A male acquaintance worked at a reputable investment firm that had a lot of philandering. He would frequent the bar lounge in a building near the job. An attractive female co-worker saw him from across the lounge and sat next to him where a courteous and respectful.conversation ensued.

He said while talking the only thing he could think of is being falsely accused of harrassment so he barely engaged her in the discussion at the bar or at the office even though he wanted to. He said it was obvious to him that she was interested in him but he wasn't going to place himself in a position that could be construed as inappropriate/harassent. The guy wanted to stay employed and feared any and all talks with women.
--------------------------------

On the other side of the coin is me. Late 20's and early 30's cocky and incredibly stupid. I'm embarassed to even associate myself with such behavior but it's my history.

*1)* The office I worked in employed a married woman with large breasts in the accounting department. She was new and hired around Xmas. We came from the same area so we hit it off. She wore tight sweaters and never attempted to downplay them but they were so large it didn't matter what she wore.

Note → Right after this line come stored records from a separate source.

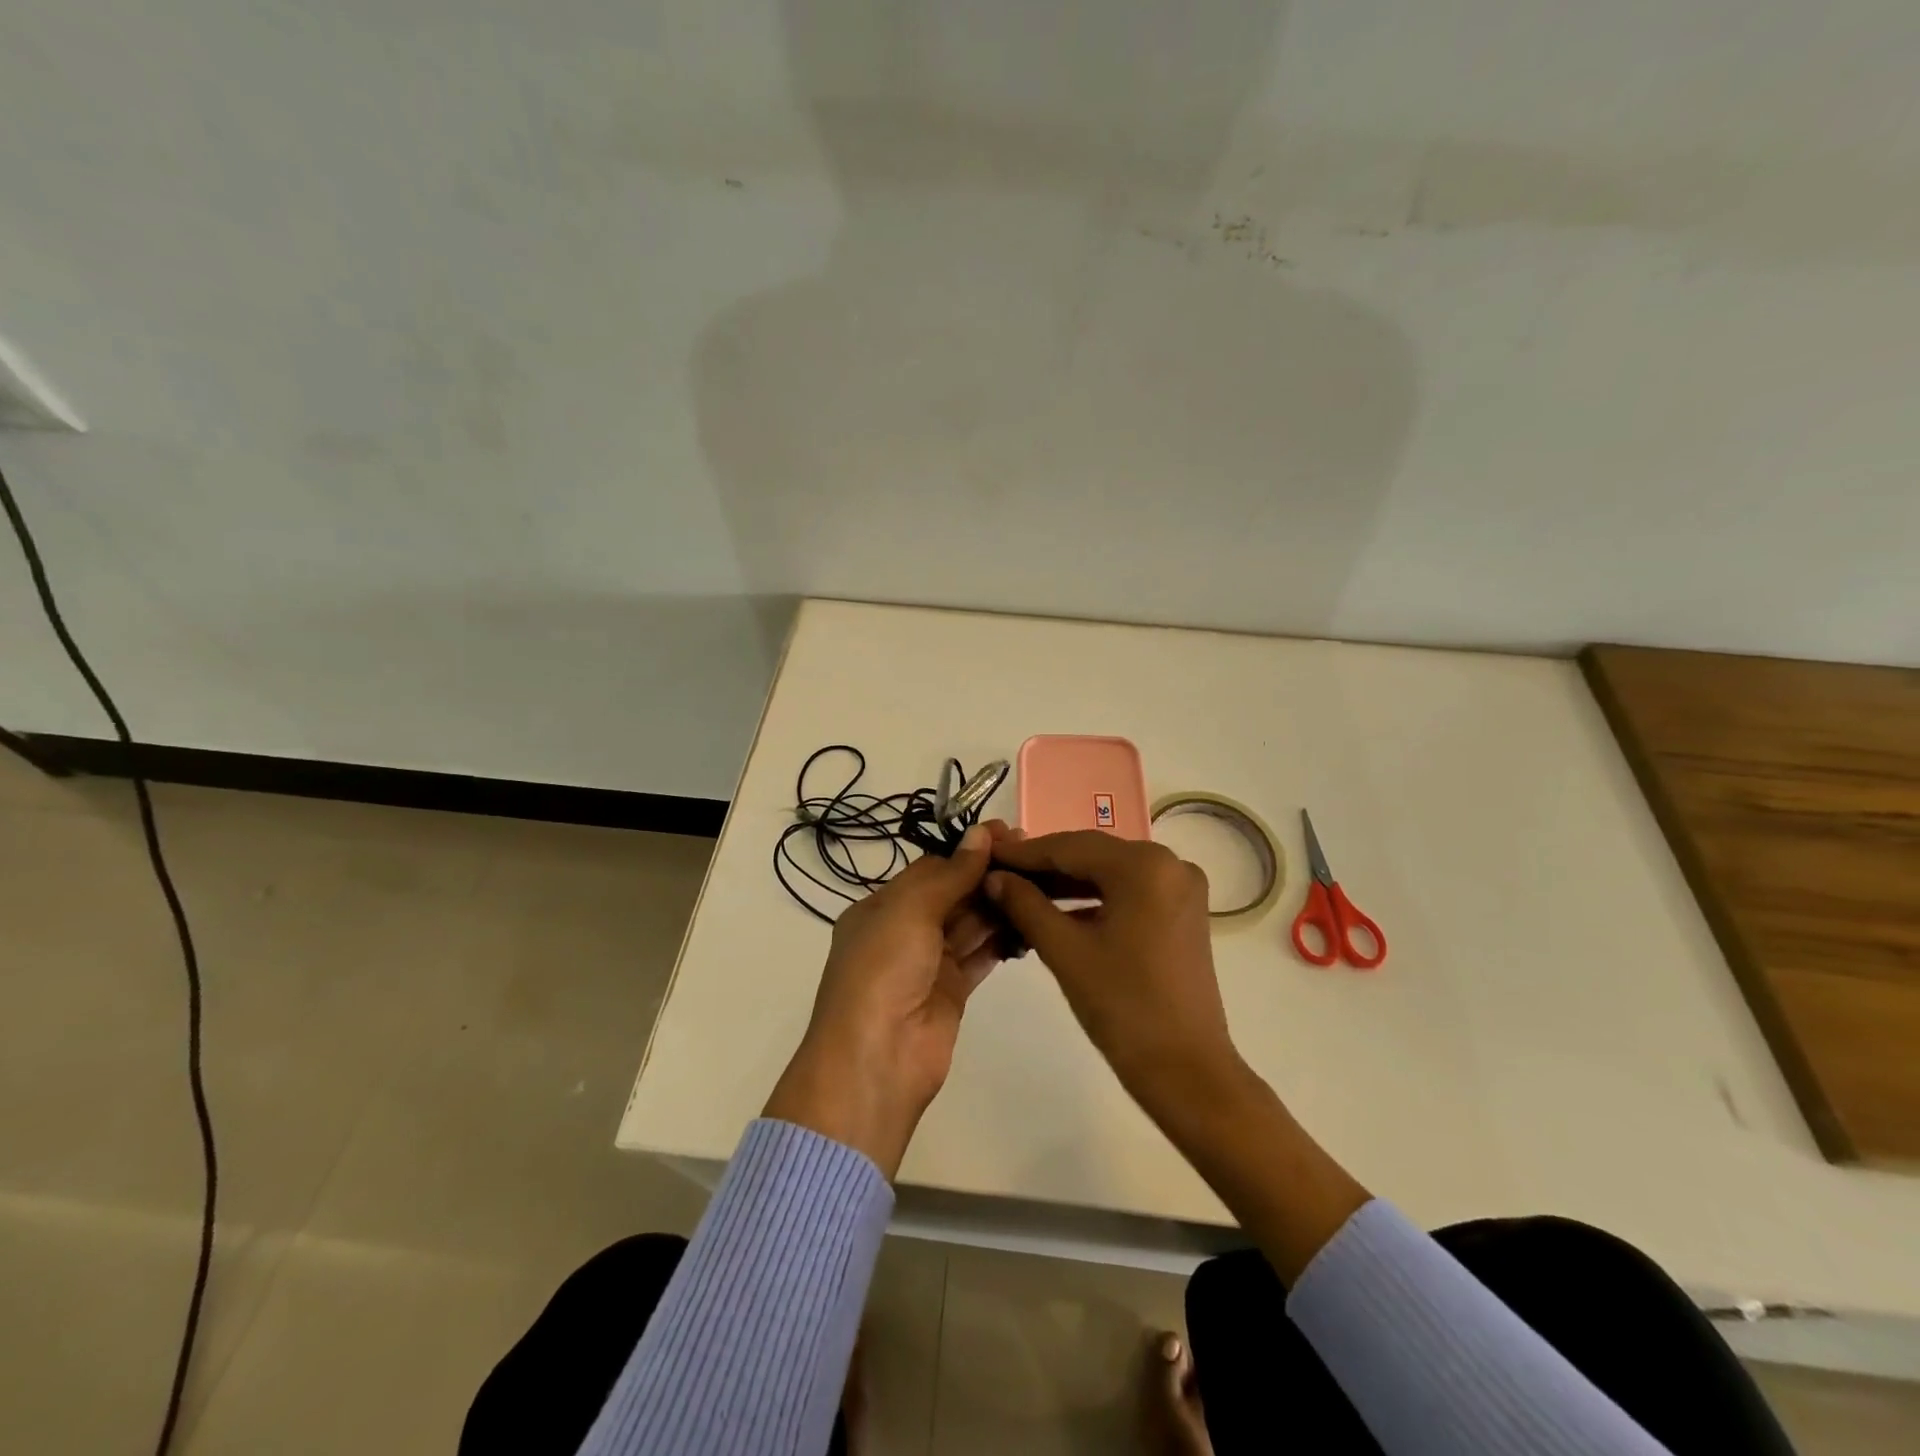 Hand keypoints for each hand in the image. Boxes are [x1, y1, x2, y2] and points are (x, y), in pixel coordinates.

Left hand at [765, 820, 1015, 1176]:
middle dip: (986, 874)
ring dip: (998, 904)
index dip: (966, 850)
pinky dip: (1003, 939)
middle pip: (952, 893)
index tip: (1006, 834)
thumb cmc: (883, 971)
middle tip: (1031, 856)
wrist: (877, 1059)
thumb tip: (980, 833)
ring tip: (1039, 883)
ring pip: (969, 923)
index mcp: (881, 907)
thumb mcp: (910, 911)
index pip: (930, 868)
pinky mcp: (953, 991)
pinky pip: (981, 955)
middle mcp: (904, 931)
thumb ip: (950, 874)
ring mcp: (929, 963)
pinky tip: (1030, 922)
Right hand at [989, 832, 1368, 1278]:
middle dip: (1044, 866)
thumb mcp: (1065, 950)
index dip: (1023, 853)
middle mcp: (1169, 862)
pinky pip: (1128, 892)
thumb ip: (1025, 904)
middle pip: (1092, 854)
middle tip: (998, 873)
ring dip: (1066, 883)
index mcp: (1144, 865)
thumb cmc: (1122, 1007)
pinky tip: (1057, 911)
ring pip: (1109, 873)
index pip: (1069, 846)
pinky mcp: (1182, 911)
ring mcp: (1180, 887)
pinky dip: (1094, 899)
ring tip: (1019, 892)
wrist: (1186, 1070)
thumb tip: (993, 877)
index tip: (985, 854) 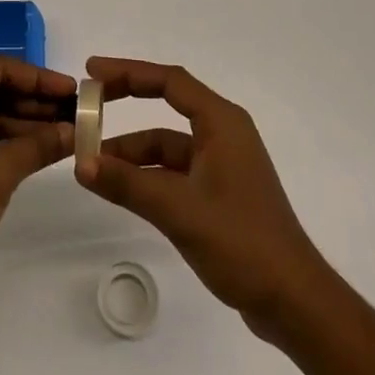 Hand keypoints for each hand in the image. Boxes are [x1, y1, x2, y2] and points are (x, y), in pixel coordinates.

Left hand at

Nonetheless, she didnt try to hide them and I didn't try to hide my affinity for them.

After wondering for weeks, while talking just normal stuff I pointed at them and asked what size they were as if it was a normal part of a repectable discussion. I was so stupid I didn't realize how out of bounds it was. My question was a sincere one. I actually wanted to know. I didn't even try to hide it or talk low to not be heard. I cringe today just think about this. Plus I disrespected her husband.

Anyway, she kind of gasped as if to say how dare you. But I was sincere as I love large one's and actually expected an answer. After seeing I was serious she said "I'm not going to tell you". I then said can you at least tell me the cup size. She walked away. I thought NOTHING of asking that question until I began hearing about sexual harrassment in the workplace and realized I was 100% guilty of it in this instance. Could have been fired.

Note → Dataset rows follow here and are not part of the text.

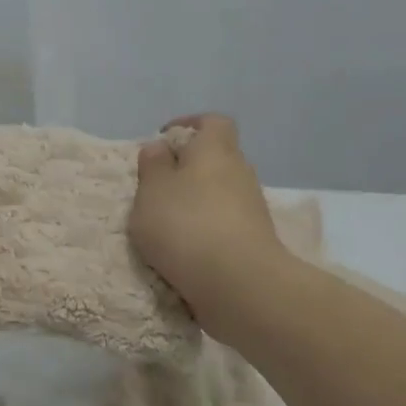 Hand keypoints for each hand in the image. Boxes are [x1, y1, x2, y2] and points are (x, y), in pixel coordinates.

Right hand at [130, 114, 291, 333]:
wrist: (238, 284)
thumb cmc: (186, 225)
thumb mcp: (151, 190)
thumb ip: (153, 165)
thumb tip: (161, 147)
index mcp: (215, 149)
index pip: (212, 122)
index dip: (188, 125)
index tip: (162, 141)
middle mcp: (239, 172)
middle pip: (215, 159)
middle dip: (187, 168)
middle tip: (155, 187)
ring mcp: (251, 208)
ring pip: (219, 193)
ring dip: (195, 203)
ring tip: (164, 224)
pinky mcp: (253, 240)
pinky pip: (224, 224)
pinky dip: (204, 230)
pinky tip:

*2)* Same office. I used to just kid around a lot with everyone and once I find what gets under a person's skin I'll go overboard a little with teasing them. So, a woman that I presume would be considered to be a feminist somehow picked up from my conversation I guess and surmised that that I was a chauvinist. I wasn't but admittedly I was influenced by traditional gender roles and resposibilities as it relates to the home and family.

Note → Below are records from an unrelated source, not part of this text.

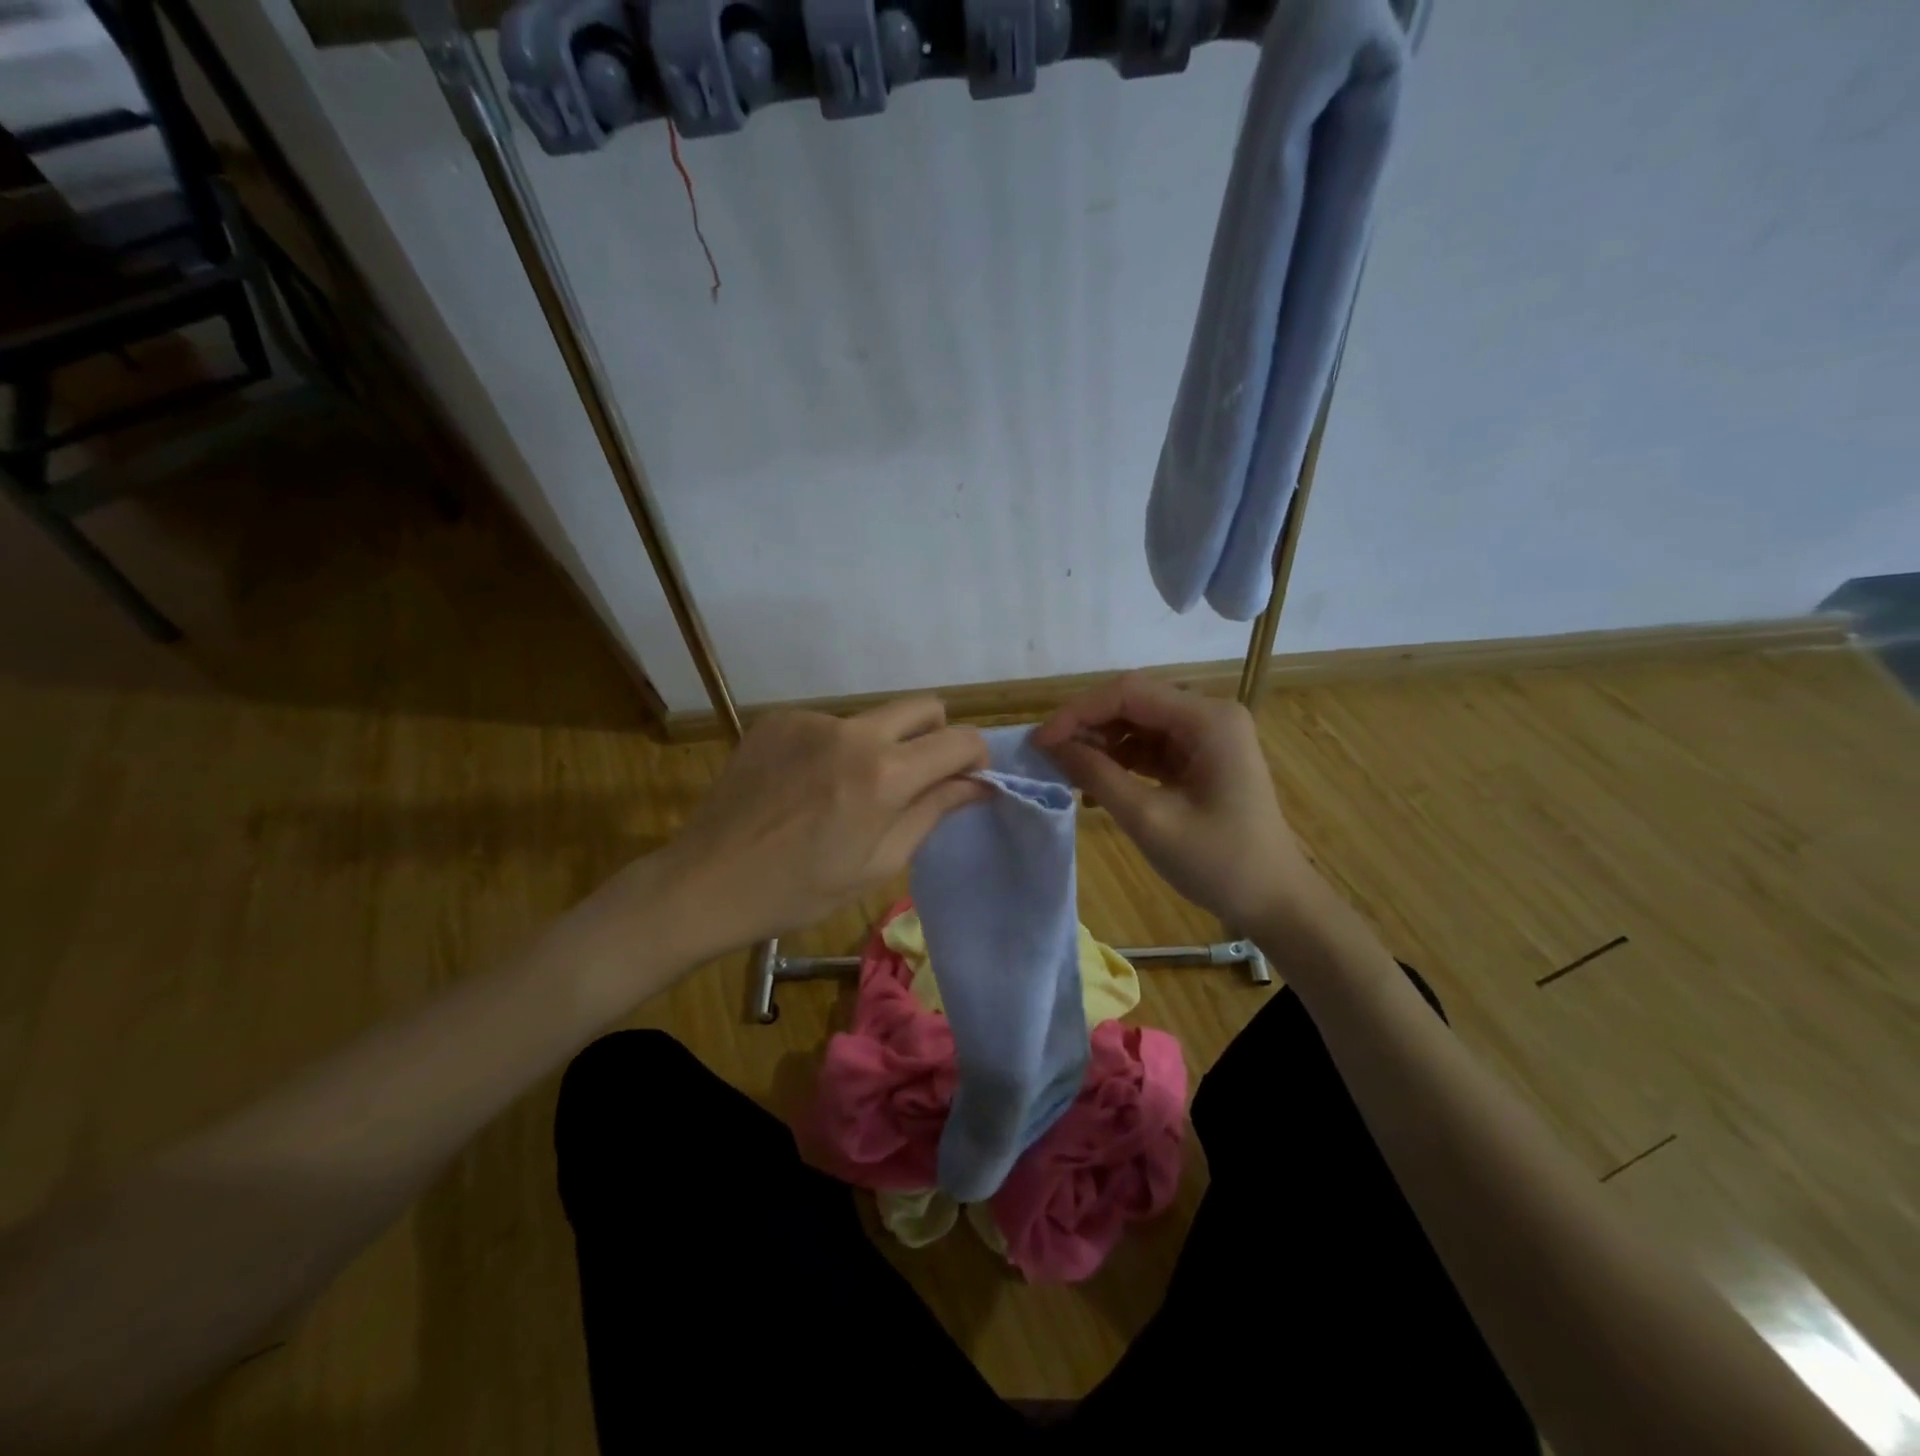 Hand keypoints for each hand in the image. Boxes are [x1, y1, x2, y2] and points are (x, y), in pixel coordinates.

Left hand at [660, 697, 988, 954]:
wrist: (706, 881)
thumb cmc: (799, 890)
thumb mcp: (878, 863)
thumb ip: (933, 812)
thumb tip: (978, 784)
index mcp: (884, 774)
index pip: (960, 739)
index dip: (976, 758)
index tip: (967, 781)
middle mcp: (852, 731)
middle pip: (925, 706)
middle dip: (936, 736)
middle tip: (916, 780)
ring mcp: (811, 719)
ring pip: (873, 718)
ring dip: (879, 746)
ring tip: (843, 793)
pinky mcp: (778, 718)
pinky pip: (829, 724)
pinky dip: (833, 748)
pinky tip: (805, 786)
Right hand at [1032, 674, 1323, 933]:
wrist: (1274, 902)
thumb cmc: (1219, 863)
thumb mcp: (1150, 820)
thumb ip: (1098, 776)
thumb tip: (1051, 746)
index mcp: (1208, 719)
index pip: (1129, 692)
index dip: (1078, 712)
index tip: (1039, 742)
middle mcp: (1209, 715)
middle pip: (1133, 702)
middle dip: (1087, 725)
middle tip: (1048, 755)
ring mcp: (1207, 736)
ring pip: (1138, 723)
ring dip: (1101, 743)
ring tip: (1068, 772)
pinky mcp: (1201, 758)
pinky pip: (1150, 746)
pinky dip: (1120, 760)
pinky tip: (1096, 783)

Once I saw that she was irritated by my idealogy, I would ask her what time does her husband expect her to be home to have his dinner ready. She would force a smile and just shake her head while walking away. *This is and was unbeliavably cruel of me.* Even though I was just playing around it's still not appropriate. At the very least I'd be considered a bully in today's world even though I'm the furtherest thing from it.

*3) *Two women in accounting used to openly flirt with me and I flirted back just in fun. I had to pass them to go to the office kitchen for coffee, lunch etc. Two of the women sat side by side at desks, so I'd stop to talk with them on occasion while they were sitting at waist level to me standing. I can't recall how things went from small talk and laughing to sexual inferences but it did.

Just the two of them would call me on the office phone system, requesting I come to there department for no reason and and openly (but kiddingly) glance at my crotch (D outline very noticeable in some suit pants) and then up at me and smile. After a while it went from short glances to long ones *(while talking with me)*. They didn't hide it like they were before. I presume it was because I'd laugh and play along. One was married and the other single.

Turns out the single one actually wanted to hookup but I wasn't interested in either quite frankly. It was just some innocent office flirtation that crossed office etiquette lines.